Latona is led by CEO Kyoko Otawa, who co-founded the startup in 2018 after serving as a technology and financial advisor at IT consultancy Accenture and as a consultant at billionaire Hiroshi Mikitani’s Japanese e-commerce giant Rakuten. In 2020, Otawa was one of seven female founders in Asia invited to participate in Google for Startups’ Immersion: Women Founders program, which offers mentoring and networking opportunities. And in May, Latona completed the Google for Startups Accelerator program for Japan, where the startup received training on Google products like its TensorFlow machine learning platform, mentoring from Google employees and industry experts, and networking opportunities.
Kim also sees a big opportunity in the fast-growing fintech space, particularly in India and Southeast Asia, where millions of people don’t use banks or other traditional institutions. “You can reinvent the way people bank and invest, and many can use AI technology to do that,” says Kim, citing NIRA, based in southern India’s tech hub Bengaluru, as an example.
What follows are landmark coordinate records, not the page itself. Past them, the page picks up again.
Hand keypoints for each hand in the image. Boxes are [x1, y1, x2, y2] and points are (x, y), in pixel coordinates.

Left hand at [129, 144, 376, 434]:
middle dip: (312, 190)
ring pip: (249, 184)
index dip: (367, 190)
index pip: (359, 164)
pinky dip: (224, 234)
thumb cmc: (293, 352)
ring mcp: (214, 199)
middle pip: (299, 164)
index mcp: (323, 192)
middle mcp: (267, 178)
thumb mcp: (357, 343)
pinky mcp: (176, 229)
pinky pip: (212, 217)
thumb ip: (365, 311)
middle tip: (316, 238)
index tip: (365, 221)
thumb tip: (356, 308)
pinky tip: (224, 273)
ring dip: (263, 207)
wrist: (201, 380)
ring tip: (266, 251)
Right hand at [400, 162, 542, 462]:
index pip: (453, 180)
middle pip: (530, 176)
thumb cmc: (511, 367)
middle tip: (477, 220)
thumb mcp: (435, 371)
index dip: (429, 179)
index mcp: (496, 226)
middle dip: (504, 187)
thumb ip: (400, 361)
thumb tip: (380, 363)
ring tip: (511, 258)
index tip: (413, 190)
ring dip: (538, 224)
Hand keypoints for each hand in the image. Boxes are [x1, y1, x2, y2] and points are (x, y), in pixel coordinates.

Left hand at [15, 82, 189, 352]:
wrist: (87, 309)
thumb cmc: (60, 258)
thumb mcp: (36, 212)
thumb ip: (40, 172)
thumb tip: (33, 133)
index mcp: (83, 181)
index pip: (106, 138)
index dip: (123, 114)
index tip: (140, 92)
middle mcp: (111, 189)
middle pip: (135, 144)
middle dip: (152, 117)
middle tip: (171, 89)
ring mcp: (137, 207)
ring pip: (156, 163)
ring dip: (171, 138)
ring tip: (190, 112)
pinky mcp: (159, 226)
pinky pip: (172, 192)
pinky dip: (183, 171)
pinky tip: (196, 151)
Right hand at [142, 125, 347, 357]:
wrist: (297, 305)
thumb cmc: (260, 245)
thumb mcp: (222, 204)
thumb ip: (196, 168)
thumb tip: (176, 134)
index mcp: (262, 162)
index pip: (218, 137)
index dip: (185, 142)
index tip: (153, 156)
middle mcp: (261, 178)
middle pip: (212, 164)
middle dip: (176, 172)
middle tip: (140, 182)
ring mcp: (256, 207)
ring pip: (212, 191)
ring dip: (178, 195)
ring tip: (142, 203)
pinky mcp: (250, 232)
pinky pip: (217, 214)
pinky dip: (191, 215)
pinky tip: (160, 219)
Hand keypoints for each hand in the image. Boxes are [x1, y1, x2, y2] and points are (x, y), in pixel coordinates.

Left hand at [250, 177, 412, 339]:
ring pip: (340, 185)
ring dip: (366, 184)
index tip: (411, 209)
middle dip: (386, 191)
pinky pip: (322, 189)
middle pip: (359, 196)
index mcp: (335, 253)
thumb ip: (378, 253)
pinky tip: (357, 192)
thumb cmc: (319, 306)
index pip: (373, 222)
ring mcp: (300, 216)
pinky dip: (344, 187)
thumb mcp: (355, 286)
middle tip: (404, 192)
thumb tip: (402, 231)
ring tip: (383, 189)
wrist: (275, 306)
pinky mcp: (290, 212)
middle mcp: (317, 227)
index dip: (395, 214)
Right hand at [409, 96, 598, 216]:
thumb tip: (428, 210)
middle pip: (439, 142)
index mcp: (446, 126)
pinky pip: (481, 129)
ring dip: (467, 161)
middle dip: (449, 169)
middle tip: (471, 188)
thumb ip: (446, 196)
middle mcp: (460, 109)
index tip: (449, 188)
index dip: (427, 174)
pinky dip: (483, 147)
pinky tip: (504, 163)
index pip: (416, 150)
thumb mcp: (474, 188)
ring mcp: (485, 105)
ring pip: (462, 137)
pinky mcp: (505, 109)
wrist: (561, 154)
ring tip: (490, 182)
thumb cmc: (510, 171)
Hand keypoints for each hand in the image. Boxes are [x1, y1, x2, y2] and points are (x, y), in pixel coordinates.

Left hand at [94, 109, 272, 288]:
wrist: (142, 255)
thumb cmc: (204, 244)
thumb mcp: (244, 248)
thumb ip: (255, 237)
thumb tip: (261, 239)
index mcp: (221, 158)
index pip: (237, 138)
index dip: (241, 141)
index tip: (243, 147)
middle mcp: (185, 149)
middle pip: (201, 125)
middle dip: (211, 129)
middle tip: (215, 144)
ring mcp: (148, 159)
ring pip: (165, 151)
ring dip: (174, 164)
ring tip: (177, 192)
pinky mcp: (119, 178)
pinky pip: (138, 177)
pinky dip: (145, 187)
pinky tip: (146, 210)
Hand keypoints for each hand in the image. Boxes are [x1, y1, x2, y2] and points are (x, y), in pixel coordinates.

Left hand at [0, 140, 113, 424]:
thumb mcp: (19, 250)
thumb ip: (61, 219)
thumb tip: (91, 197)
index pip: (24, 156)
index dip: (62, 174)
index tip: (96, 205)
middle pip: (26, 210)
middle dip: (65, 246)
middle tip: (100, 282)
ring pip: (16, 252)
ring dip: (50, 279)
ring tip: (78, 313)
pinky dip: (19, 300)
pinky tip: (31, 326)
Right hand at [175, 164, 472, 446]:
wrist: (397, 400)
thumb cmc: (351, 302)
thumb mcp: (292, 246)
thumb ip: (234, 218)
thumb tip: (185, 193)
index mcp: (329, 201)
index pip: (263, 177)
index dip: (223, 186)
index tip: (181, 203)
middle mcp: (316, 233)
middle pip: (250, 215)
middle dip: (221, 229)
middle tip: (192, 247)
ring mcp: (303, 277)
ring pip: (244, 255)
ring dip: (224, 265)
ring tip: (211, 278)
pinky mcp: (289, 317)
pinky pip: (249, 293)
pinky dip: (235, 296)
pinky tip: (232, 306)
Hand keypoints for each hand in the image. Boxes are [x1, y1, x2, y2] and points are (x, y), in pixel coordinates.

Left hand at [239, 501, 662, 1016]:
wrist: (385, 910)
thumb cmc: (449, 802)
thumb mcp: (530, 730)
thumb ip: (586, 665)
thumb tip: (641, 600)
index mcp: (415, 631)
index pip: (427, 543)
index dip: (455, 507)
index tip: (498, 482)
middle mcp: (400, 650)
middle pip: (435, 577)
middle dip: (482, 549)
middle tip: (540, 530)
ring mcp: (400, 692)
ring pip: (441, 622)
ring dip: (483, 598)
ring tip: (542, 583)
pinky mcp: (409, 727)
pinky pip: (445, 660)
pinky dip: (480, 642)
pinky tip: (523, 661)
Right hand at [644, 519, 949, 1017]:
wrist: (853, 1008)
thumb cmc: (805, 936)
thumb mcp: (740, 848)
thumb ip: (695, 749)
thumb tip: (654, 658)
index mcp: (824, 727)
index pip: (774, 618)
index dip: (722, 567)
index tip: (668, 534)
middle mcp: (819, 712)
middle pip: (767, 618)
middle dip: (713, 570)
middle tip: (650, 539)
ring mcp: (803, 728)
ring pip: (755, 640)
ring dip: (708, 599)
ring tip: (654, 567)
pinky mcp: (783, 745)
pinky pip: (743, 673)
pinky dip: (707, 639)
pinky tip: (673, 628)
Founded in 2017 by Nupur Gupta and Rohit Sen, both formerly of Goldman Sachs, NIRA operates an app that offers small personal loans (up to 100,000 rupees or $1,250). For example, AI technology can be used to speed up credit checks and loan approvals. In 2019, the startup completed a mentorship program in India run by leading US accelerator TechStars and completed Google for Startups’ India Accelerator program.
Almost a quarter of all Indian adults, or 230 million people, are still unbanked, according to the World Bank. “There’s a huge unbanked population,” says Kim. “So in some ways this is a big challenge, but in other ways it’s a great opportunity.”